Second, echocardiography was not performed. Since patients with QT prolongation are significantly more likely to present pro-brain natriuretic peptide (pro-BNP) >5000 pg/mL than patients with normal QT,1 it is important to know how many of the enrolled patients presented heart failure or systolic dysfunction. In addition, it is important to rule out myocardial infarction, because troponin levels were higher in patients with QT prolongation than in those without.

Since patients with QT prolongation are more likely to present elevated troponin, and Takotsubo syndrome (TTS), which resembles myocardial infarction and has been reported as a cardiac complication of SARS-CoV-2 infections,4 it is important to know whether patients with elevated troponin have had TTS, myocardial infarction, angina chest pain, or renal insufficiency.

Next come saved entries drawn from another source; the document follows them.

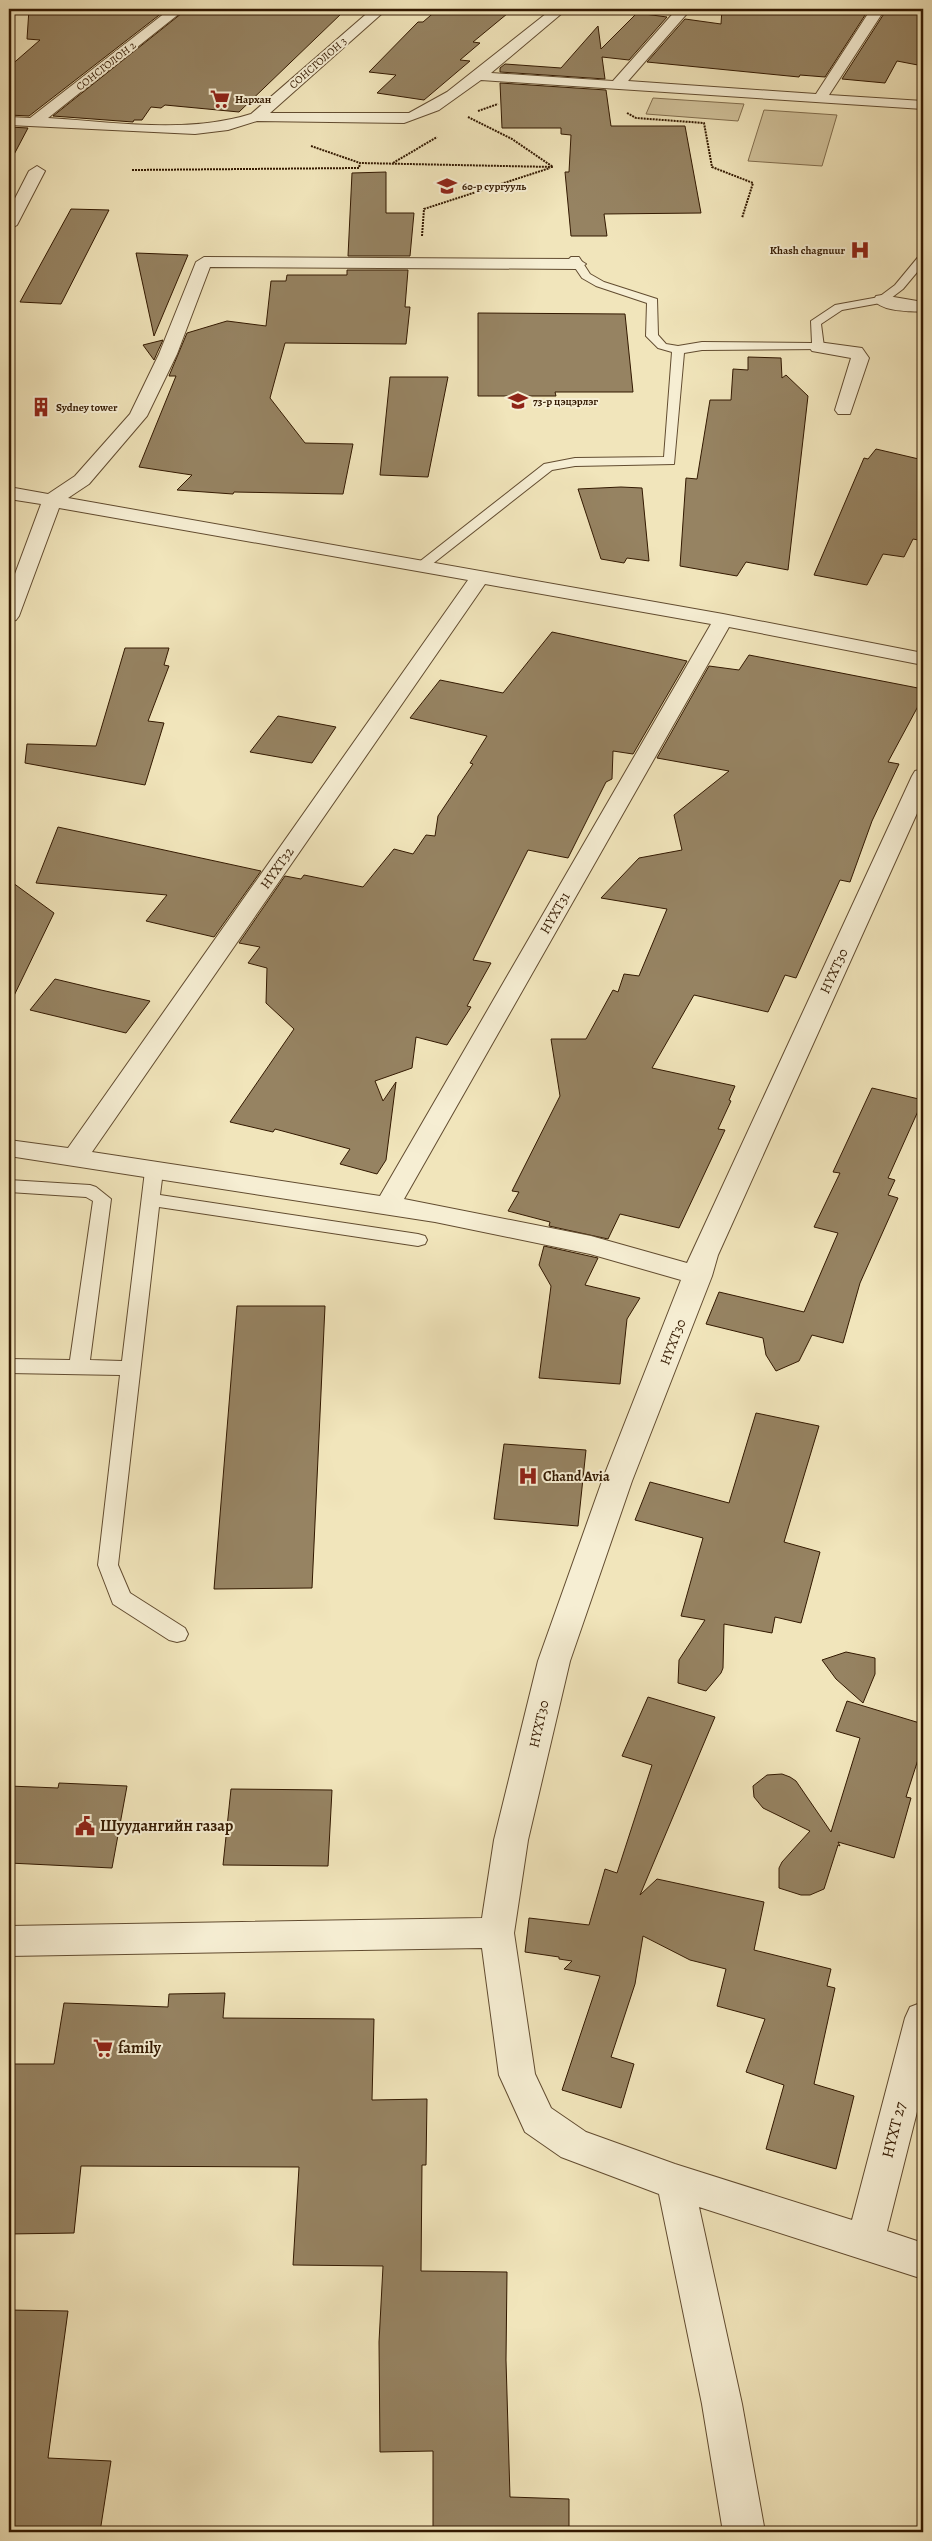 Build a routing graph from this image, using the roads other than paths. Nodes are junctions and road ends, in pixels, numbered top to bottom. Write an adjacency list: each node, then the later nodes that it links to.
1 (178, 9): 12 (street, СОНСГОЛОН 2)
2 (380, 9): 10 (street, СОНСГОЛОН 3)
3 (560, 9): 6 (street)
4 (684, 9): 7 (street)
5 (878, 9): 8 (street)
6 (478, 76): 7 (street); 10 (street)
7 (618, 84): 8 (street)
8 (820, 98): 9 (street)
9 (923, 105)
10 (256, 117): 12 (street)
11 (9, 121): 12 (street)
12 (34, 122)
13 (37, 171): 14 (street)
14 (9, 226)
15 (923, 258): 17 (lane)
16 (577, 261): 20 (lane); 23 (street)
17 (882, 300): 18 (street); 19 (lane)
18 (923, 307)
19 (818, 347): 20 (lane); 21 (street)
20 (678, 350): 24 (lane)
21 (844, 410)
22 (9, 493): 23 (street)
23 (52, 500): 24 (street); 26 (street)
24 (420, 566): 25 (street)
25 (480, 577): 27 (street); 31 (street, НҮХТ32)
26 (9, 616)
27 (723, 620): 28 (street); 35 (street, НҮХТ31)
28 (923, 659)
29 (923, 776): 37 (street, НҮХТ30)
30 (9, 1148): 31 (street)
31 (74, 1159): 32 (street)
32 (154, 1171): 34 (lane); 35 (street)
33 (9, 1186): 39 (lane)
34 (150, 1200): 36 (lane); 40 (lane)
35 (387, 1206): 37 (street)
36 (418, 1240)
37 (698, 1276): 42 (street, НҮХТ30)
38 (9, 1366): 39 (lane)
39 (79, 1367): 40 (lane)
40 (131, 1368): 41 (lane)
41 (177, 1634)
42 (496, 1933): 43 (street); 45 (street, НҮХТ30)
43 (9, 1941)
44 (923, 2018): 46 (street, НҮХТ 27)
45 (675, 2182): 46 (street, НҮХТ30); 48 (street)
46 (865, 2243): 47 (street, НҮХТ30)
47 (923, 2261)
48 (744, 2532)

We disagree with the authors’ statement in the results section that there were no significant differences in demographics and clinical parameters.1 Table 1 of the study shows that there were significantly more men than women with QT prolongation1; therefore, the difference in the prevalence of QT prolongation in men (65%) vs women (30%) could be due to the smaller number of women included in the study.

In summary, this interesting study has limitations that call into question the results and their interpretation. Clarifying these weaknesses would strengthen the conclusions and could improve the study. QT prolongation, a common finding in ICU patients with COVID-19, is not only caused by QT-prolonging anti-SARS-CoV-2 medications, but also by several other factors.